Tony Stein said: “This is only one way in which care homes could alleviate pressures on the NHS. Health and social care are under extreme pressures but with more joined up thinking and partnership working care homes could undoubtedly play a significant role in supporting the NHS, to the benefit of everyone involved, particularly the patients.”


  1. Paramedics are neither doctors nor triage staff and do and never will have the authority to send someone to a care home. If they did then we will await for the fat to hit the fire with the first medical litigation in such cases, which would open care homes to further possible litigation. Stop thinking profit and think first rate care.
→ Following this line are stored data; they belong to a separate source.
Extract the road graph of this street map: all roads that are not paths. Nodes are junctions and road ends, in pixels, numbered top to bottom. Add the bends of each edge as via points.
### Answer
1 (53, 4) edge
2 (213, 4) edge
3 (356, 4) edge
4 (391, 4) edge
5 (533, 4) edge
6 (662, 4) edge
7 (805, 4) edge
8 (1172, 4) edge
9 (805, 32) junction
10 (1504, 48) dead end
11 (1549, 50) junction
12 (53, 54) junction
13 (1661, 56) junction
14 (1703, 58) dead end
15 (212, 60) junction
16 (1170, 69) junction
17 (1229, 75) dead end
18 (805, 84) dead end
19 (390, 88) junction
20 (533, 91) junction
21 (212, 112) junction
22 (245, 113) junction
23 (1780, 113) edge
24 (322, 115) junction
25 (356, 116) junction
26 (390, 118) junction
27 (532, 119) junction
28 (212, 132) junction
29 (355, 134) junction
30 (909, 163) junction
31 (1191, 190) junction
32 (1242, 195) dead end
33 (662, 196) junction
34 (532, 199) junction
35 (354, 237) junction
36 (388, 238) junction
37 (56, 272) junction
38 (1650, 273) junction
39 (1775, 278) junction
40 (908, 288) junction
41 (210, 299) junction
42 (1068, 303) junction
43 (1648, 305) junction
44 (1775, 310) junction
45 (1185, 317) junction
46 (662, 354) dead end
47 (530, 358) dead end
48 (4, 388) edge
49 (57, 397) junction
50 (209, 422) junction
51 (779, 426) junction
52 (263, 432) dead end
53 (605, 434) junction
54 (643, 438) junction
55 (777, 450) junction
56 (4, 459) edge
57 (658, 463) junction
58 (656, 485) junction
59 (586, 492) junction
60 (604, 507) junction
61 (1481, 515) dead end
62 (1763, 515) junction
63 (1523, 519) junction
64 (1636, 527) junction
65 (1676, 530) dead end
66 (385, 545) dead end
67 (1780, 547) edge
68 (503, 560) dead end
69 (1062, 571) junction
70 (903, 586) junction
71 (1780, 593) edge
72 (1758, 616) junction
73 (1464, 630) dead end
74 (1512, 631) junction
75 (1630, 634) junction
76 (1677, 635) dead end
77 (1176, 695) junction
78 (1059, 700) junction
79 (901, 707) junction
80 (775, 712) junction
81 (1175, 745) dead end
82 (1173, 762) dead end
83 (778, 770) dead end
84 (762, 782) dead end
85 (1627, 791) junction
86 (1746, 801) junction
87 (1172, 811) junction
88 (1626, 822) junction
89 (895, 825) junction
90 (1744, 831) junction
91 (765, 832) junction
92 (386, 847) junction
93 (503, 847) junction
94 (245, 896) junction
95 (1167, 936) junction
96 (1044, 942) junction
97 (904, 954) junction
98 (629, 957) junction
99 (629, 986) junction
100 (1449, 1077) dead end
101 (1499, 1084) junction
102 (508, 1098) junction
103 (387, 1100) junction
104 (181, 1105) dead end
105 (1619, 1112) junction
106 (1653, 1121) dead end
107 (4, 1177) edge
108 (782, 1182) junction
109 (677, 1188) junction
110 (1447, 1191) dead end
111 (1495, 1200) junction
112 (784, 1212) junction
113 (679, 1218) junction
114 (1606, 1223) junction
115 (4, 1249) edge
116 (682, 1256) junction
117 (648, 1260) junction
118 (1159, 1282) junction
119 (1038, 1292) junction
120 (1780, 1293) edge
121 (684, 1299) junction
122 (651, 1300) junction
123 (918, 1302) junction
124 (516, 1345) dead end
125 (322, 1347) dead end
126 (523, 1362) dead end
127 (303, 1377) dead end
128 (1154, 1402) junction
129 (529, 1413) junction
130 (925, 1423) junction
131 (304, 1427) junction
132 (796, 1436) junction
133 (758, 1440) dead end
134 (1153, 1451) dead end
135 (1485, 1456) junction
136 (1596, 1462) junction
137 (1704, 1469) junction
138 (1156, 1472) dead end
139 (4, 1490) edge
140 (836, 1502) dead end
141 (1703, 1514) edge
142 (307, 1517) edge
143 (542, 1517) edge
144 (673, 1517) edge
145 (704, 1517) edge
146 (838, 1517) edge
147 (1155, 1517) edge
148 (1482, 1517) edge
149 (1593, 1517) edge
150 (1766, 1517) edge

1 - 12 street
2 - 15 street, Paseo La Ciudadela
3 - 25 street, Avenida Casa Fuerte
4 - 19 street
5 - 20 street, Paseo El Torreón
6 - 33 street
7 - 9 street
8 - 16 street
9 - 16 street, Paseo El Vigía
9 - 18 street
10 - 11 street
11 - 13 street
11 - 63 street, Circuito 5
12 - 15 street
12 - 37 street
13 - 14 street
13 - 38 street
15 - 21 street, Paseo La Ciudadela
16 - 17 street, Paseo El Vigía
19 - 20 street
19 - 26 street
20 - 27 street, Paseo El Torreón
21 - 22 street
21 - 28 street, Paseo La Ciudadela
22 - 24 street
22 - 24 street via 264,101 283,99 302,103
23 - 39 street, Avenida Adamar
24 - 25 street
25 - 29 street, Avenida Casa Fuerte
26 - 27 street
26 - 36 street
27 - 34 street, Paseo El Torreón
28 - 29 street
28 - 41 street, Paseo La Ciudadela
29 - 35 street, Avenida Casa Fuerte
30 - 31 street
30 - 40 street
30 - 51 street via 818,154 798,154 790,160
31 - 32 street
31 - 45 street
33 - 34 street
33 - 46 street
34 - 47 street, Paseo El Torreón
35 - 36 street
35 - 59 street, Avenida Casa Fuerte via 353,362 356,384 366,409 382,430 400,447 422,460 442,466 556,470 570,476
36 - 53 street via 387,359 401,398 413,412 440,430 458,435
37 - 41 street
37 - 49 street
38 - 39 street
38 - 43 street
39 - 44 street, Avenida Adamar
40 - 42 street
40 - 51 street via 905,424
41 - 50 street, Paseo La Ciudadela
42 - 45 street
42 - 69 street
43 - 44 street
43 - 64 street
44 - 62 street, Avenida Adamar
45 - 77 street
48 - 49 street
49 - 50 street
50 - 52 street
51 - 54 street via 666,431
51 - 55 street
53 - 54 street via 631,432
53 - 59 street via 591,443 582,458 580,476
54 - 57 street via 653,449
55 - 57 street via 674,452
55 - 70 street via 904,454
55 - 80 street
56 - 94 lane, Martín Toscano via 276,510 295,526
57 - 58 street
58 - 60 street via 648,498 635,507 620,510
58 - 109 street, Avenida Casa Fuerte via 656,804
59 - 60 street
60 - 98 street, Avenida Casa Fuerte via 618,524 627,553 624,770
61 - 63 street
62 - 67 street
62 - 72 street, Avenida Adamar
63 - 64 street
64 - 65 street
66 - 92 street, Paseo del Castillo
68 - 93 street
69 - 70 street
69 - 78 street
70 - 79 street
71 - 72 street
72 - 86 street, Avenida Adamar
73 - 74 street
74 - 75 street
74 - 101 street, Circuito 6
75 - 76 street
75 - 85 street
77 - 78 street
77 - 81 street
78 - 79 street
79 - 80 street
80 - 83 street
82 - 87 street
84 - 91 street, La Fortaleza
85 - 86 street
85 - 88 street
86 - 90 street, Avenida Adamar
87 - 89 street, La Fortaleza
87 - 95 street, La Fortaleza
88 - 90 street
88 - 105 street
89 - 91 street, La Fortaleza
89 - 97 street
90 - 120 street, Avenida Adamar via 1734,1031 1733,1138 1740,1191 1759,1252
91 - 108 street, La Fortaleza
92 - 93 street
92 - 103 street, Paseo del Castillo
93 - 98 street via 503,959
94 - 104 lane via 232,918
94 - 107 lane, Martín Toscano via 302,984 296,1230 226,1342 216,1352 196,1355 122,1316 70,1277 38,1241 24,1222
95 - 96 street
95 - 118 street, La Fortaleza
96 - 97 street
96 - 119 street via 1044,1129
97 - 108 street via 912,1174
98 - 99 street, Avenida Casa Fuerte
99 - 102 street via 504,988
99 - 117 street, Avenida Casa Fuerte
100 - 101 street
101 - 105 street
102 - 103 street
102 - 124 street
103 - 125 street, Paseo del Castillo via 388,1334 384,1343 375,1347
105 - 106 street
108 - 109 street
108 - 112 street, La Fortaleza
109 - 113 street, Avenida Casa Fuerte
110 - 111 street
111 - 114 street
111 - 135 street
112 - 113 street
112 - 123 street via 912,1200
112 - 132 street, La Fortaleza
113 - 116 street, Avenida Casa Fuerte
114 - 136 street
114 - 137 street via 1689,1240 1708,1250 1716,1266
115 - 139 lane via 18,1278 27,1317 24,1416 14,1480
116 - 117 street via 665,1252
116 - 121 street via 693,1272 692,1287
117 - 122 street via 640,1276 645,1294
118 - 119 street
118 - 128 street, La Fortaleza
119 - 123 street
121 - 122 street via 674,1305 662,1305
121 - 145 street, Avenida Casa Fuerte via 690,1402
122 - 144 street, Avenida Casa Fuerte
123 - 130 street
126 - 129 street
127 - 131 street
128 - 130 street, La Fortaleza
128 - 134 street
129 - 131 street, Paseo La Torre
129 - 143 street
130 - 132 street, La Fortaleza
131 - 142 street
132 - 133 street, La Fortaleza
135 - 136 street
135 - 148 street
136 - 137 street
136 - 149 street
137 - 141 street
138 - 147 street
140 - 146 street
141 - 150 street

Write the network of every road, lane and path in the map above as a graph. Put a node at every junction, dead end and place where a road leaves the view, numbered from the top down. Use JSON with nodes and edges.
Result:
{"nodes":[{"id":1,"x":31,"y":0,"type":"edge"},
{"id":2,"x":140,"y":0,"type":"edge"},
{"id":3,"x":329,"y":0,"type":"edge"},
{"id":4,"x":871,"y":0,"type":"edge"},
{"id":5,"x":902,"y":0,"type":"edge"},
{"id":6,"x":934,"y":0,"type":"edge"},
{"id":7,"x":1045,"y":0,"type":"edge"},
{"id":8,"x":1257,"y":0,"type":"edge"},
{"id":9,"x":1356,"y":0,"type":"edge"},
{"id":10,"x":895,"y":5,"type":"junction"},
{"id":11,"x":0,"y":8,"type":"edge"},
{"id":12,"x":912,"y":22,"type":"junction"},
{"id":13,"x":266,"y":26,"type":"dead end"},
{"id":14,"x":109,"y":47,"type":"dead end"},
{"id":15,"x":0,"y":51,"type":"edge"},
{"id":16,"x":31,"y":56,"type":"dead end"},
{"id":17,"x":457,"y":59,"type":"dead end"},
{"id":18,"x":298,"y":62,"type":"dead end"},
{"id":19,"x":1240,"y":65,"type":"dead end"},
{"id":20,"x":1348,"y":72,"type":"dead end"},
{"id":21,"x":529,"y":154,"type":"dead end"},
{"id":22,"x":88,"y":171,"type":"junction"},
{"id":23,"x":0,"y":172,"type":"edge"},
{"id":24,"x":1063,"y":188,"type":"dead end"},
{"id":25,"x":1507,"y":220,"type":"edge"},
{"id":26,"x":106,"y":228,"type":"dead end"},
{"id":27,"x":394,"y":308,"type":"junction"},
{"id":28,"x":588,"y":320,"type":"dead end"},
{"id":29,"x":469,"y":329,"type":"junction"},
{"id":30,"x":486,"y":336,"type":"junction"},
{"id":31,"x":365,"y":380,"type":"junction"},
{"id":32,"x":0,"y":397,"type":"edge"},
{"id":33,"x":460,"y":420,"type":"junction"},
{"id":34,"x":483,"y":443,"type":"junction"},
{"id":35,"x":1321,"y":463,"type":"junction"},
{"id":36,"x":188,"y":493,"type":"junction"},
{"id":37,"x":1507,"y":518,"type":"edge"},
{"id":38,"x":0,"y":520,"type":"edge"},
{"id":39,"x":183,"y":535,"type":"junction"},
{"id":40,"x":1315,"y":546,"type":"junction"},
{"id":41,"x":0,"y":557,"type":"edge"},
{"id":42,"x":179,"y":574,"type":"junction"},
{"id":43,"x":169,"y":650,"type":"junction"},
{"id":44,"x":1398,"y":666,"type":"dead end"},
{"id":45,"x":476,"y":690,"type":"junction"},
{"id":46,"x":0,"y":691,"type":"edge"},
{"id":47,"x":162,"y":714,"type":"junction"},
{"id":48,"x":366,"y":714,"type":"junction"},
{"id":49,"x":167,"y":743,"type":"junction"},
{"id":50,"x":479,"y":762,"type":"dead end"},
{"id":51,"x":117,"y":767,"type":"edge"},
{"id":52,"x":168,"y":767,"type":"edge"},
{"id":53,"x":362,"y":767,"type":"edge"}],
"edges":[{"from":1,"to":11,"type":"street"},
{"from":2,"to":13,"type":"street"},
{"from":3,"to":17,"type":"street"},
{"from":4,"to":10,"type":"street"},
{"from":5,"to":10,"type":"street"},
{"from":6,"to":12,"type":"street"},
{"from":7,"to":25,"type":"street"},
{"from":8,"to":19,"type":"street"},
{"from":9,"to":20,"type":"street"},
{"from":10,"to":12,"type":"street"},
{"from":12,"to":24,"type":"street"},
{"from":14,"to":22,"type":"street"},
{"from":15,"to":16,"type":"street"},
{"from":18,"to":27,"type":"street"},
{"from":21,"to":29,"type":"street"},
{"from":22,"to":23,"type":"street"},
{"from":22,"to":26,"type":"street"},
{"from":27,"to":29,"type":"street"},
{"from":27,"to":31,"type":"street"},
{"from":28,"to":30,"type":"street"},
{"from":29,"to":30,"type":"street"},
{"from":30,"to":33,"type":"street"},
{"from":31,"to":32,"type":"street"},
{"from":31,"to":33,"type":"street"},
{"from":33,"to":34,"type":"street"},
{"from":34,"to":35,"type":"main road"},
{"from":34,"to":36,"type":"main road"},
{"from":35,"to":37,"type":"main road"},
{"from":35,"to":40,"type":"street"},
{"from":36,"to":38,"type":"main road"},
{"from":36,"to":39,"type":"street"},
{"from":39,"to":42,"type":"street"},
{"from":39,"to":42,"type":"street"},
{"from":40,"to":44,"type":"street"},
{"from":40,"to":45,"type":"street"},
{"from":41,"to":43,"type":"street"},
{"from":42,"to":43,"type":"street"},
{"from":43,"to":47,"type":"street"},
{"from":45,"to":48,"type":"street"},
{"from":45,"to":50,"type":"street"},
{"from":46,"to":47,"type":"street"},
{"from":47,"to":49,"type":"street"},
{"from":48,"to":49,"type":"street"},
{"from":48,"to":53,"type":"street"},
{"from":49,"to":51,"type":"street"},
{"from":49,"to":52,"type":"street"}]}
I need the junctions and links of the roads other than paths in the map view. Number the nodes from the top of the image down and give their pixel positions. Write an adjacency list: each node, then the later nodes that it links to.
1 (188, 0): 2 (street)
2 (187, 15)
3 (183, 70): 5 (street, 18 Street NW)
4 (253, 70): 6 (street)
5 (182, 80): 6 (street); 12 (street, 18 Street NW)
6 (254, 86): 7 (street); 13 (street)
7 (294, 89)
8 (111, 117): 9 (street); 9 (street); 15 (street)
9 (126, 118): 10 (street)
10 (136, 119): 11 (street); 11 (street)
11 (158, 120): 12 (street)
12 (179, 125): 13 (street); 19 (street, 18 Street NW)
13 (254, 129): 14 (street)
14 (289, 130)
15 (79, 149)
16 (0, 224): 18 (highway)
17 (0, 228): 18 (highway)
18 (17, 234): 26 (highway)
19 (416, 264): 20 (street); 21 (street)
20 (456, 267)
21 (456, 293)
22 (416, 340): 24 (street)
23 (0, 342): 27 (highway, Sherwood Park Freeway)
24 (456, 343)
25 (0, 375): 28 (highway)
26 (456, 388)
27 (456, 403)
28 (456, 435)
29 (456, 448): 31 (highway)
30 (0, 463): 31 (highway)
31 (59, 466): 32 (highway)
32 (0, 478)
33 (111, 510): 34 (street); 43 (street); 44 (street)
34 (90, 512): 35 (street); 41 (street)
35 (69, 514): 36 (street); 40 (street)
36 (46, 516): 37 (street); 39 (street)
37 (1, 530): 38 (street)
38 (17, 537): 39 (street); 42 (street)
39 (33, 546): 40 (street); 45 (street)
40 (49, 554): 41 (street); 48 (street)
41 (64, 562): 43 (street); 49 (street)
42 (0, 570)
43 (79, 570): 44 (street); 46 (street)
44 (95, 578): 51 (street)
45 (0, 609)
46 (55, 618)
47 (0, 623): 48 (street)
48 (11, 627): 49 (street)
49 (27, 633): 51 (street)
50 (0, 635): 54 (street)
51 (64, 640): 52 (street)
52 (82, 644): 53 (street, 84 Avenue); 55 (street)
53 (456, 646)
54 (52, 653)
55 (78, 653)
  2. Given the average life expectancy of residents in care homes, the min wage culture and most applicants applying for such positions because the job centre made them apply for the job in the first instance, I’d suggest the kast place for an NHS patient ready for duscharge would be a for profit care home.

  3. Sadly, regardles of STP’s and joined up working plans, care of all groups of old , vulnerable and sick, see and increasing gap in services. Many of the laudable words and plans are nothing more than they appear… words. In the meantime people suffer while the NHS is strangled and private care follows the £ signs.

  4. Yes joined up thinking and common sense neither of which seems to be very common. There is a total dis-connect within the care system and needs re-evaluating at ministerial level. Bed blocking in hospitals through no fault of the usually elderly service user could be significantly reduced by utilising skills and services from available local care providers. All agencies accept that private care homes can provide services for the elderly and end of life people at significantly reduced levels but the way in which income is allocated to NHS hospitals needs to be reviewed as there seems little if any income incentive to alleviate bed blocking and adding value by outsourcing to an external provider.